Son interlocutrice laissa entrevoir sa dentition parfaite.

— Bien sûr. Un de nos meilleurs clients. Vous le trouverez probablement dans le day club de la ville. En sortant, première rue à droite.

Linda sourcilla. Un day club ?

— Vous ignorez encore certaines de nos lois, lui expliqua l’hôtesse, mais tous les clients doivent respecter l’heure du couvre-feu. Par conséquent, les établissements d’ordinaire nocturnes n’ouvrent que la journée à Somnore.

— Mais…

Une sonnerie retentit sous le comptoir.

— Excusez-moi, Miss Summers. Le devoir m’appelle.

Et la jeune femme délaissa Linda, la tête emplie d’interrogations.

La devanture du club ne laissait rien paraître de ce qu’il abritait entre ses murs. Pourtant, une fois à l’intérieur, Linda se retrouva transportée dans une salle digne des meilleures boîtes de nuit. Sous les feux des projecteurs, cadencés par une musique entêtante, d’innombrables couples se provoquaient à coup de danses lascives dans une ambiance joyeuse où tous les excès étaient permis. Le verre d’alcool qu’on servit à la Linda dès son arrivée ne se désemplissait jamais. Ivre, elle oublia la raison de sa venue dans ces lieux et rejoignit la foule endiablée sans penser aux conséquences. Ici, il n’y en avait aucune, si ? À moitié nue sur l’estrade, elle se déhanchait entre deux individus quand elle remarqua soudain certains visages exaltés se déformer. Couverts de poils ou décharnés, d’une couleur improbable ou bien inhumains. Une laideur sans nom. Terrifiante ! Elle essaya de se concentrer sur ce phénomène, mais le monde tanguait autour d’elle. Des mains se posèrent sans vergogne sur sa poitrine, on lui chuchotait des mots salaces. Une claque sur les fesses. Elle étouffait au milieu de ces corps dépravés. Des monstres surgissaient de partout, prêts à l’emporter. C’est ainsi qu’une réminiscence surgit des tréfonds de sa mémoire fractionnée : la bête de ses cauchemars d’enfance se matérialisa à quelques pas d’elle. Elle l’attendait, incandescente. Les cris des danseurs se confondirent avec le sien.
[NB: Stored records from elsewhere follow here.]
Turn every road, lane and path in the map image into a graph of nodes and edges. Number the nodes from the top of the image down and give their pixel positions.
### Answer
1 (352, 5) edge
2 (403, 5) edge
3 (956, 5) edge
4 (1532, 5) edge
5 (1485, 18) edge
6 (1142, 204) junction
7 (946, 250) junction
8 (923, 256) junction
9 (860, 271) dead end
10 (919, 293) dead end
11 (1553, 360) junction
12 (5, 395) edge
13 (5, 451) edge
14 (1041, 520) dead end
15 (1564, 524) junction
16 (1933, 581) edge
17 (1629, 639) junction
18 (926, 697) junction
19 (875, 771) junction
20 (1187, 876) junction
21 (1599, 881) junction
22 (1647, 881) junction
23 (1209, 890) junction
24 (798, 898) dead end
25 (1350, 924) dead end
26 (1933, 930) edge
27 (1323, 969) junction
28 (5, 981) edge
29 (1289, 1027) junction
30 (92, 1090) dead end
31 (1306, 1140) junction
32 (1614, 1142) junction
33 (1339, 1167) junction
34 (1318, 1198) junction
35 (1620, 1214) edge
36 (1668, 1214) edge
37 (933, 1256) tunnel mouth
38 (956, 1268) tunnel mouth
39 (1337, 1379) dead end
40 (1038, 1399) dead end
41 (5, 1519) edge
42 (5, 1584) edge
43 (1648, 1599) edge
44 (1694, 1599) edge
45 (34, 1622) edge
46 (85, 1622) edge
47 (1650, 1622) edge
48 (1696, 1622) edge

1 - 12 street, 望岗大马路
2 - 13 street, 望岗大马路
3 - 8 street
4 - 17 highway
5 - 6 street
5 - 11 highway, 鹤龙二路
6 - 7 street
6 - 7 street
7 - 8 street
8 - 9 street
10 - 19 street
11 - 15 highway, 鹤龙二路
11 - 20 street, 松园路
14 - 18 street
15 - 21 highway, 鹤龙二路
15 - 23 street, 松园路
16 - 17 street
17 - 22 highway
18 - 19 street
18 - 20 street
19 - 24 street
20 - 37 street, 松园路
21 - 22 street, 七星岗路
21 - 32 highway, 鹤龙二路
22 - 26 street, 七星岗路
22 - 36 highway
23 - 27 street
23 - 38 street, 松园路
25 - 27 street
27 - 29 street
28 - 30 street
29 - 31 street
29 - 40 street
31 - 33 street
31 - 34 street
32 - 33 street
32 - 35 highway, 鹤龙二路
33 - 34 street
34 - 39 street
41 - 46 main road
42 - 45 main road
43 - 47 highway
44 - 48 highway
Une main agrippa son bras et la tira à l’extérieur. Linda inspira l’air frais à plusieurs reprises. Ses vertiges s’estompèrent et les frissons sur sa peau la ramenèrent immédiatement dans le présent. Honteuse, elle ramena ses bras sur ses seins dénudés. Son sauveteur la couvrit avec sa veste.

— Phil ! Mon dieu… quelle horreur ! Vous avez vu ça ?

— De quoi parlez-vous, ma chère ?

— Mais… des monstres et… lui.

Elle se tut, grelottante. Ce qu’elle racontait n’avait aucun sens. L’abus d’alcool altérait sans aucun doute les faits. Un rire nerveux fusa entre ses lèvres glacées.

— Venez, je vous ramène à votre chambre, miss… ? dit Phil, serviable.

— Linda, souffla-t-elle.


[1]Chanson de Tina Arena et Marc Anthony pour le film Lemasque de Zorro.